Scan the data below. Pull out each line where "Drive" occurs.

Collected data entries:
# # # # #

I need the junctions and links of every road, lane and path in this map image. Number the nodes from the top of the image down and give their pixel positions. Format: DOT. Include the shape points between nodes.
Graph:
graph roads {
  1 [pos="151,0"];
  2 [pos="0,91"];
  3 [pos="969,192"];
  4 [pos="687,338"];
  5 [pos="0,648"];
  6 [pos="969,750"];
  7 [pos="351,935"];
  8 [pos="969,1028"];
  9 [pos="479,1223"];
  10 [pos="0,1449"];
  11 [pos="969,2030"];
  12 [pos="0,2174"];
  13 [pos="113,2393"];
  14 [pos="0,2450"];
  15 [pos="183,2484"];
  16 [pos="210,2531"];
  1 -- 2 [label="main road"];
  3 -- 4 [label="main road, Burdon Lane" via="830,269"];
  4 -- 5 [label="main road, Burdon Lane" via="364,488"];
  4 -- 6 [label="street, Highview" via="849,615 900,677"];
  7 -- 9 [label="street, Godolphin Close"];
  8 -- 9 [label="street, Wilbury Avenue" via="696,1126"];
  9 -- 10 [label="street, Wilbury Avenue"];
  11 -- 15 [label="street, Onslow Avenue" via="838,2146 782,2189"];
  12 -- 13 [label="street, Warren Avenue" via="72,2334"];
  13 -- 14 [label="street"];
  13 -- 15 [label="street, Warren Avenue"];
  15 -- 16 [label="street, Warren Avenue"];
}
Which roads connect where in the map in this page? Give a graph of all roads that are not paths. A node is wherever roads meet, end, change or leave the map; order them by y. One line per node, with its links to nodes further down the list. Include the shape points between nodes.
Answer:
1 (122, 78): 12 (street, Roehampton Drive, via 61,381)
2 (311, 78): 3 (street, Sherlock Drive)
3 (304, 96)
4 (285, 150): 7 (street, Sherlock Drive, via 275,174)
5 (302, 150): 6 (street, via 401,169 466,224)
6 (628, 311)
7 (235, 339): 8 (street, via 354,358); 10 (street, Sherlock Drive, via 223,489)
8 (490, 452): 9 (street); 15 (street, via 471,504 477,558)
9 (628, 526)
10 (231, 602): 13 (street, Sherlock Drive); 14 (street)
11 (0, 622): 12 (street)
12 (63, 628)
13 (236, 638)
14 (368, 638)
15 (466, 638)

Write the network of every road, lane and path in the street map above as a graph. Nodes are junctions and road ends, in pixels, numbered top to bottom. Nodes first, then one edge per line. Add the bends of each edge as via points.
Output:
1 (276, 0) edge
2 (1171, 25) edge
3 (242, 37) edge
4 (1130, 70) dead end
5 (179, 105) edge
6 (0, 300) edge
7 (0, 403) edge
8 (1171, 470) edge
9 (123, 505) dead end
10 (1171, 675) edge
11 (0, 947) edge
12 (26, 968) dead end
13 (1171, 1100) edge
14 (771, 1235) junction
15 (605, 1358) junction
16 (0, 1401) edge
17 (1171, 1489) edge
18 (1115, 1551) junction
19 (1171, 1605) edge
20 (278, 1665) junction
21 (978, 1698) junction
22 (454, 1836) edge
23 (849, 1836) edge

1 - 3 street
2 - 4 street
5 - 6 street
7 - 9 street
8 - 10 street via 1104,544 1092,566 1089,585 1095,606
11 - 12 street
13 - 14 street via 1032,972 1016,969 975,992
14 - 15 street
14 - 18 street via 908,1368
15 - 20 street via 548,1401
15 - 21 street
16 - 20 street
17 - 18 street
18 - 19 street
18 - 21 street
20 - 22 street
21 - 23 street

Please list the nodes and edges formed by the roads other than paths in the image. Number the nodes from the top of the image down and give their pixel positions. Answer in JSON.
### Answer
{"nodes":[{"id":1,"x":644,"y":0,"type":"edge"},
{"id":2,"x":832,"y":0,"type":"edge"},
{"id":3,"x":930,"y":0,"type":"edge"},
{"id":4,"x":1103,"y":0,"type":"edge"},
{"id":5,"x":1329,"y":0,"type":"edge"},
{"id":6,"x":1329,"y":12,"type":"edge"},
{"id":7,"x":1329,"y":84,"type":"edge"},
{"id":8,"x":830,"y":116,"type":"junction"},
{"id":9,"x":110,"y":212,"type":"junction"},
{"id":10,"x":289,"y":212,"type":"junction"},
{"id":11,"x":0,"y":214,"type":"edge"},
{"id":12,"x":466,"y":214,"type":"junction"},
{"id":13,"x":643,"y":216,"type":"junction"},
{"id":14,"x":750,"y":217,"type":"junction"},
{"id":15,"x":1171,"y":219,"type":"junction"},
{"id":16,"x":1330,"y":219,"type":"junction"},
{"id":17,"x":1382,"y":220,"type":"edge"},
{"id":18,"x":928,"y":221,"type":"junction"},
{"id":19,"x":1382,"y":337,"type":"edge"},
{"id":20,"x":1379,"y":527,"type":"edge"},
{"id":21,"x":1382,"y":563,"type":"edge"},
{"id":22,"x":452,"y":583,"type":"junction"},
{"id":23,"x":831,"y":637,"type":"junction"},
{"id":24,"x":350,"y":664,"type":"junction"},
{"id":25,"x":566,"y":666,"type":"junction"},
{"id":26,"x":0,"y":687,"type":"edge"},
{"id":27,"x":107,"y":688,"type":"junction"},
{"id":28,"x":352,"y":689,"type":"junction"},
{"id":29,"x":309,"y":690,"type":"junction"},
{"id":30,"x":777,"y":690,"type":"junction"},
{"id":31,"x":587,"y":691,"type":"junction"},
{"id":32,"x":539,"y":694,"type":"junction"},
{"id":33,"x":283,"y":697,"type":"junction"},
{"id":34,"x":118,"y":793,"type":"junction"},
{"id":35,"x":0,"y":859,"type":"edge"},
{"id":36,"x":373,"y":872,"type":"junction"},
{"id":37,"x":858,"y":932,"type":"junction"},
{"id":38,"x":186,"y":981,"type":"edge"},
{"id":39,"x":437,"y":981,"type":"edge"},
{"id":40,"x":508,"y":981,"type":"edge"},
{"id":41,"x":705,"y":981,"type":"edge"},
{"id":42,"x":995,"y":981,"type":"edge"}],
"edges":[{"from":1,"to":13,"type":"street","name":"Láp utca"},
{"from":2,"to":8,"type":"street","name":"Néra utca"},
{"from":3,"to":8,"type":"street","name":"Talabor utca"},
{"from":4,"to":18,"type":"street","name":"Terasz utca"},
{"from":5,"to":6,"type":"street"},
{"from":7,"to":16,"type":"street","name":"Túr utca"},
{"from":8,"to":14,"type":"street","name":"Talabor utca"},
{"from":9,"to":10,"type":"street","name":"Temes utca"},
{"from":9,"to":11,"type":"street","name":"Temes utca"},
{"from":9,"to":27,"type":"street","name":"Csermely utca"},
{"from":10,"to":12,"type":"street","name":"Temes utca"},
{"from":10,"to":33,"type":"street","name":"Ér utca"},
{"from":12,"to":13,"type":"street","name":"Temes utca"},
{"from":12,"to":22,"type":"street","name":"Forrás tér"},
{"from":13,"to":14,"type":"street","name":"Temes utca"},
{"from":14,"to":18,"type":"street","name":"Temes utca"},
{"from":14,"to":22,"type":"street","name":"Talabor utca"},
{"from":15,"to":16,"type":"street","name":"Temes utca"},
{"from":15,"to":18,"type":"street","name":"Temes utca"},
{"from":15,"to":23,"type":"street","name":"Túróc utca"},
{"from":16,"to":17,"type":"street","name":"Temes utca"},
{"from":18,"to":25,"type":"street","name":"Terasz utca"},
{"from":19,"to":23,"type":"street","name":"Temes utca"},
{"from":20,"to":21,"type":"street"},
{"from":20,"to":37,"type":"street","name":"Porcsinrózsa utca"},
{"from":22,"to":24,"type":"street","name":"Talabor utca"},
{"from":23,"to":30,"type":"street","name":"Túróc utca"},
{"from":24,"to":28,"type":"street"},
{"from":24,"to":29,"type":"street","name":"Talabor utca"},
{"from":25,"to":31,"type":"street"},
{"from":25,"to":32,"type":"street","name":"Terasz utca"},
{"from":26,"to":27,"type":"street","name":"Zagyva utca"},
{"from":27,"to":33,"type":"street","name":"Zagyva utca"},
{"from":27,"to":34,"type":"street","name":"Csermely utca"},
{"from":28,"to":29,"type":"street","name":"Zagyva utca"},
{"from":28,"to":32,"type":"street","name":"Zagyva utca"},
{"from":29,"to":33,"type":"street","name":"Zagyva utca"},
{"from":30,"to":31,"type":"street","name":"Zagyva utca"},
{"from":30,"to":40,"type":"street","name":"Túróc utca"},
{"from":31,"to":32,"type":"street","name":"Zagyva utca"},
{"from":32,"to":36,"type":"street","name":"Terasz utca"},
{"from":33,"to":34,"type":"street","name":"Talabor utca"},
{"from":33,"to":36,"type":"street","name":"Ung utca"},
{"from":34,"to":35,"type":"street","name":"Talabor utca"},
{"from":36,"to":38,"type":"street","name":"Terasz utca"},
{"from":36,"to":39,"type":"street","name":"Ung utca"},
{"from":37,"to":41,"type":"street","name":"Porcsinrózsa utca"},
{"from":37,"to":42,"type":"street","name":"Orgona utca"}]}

# # # # #

### TASK OUTPUT
1 (122, 78): 12 (street, Roehampton Drive, via 61,381)
2 (311, 78): 3 (street, Sherlock Drive)
4 (285, 150): 7 (street, Sherlock Drive, via 275,174)
7 (235, 339): 8 (street, via 354,358); 10 (street, Sherlock Drive, via 223,489)
10 (231, 602): 13 (street, Sherlock Drive); 14 (street)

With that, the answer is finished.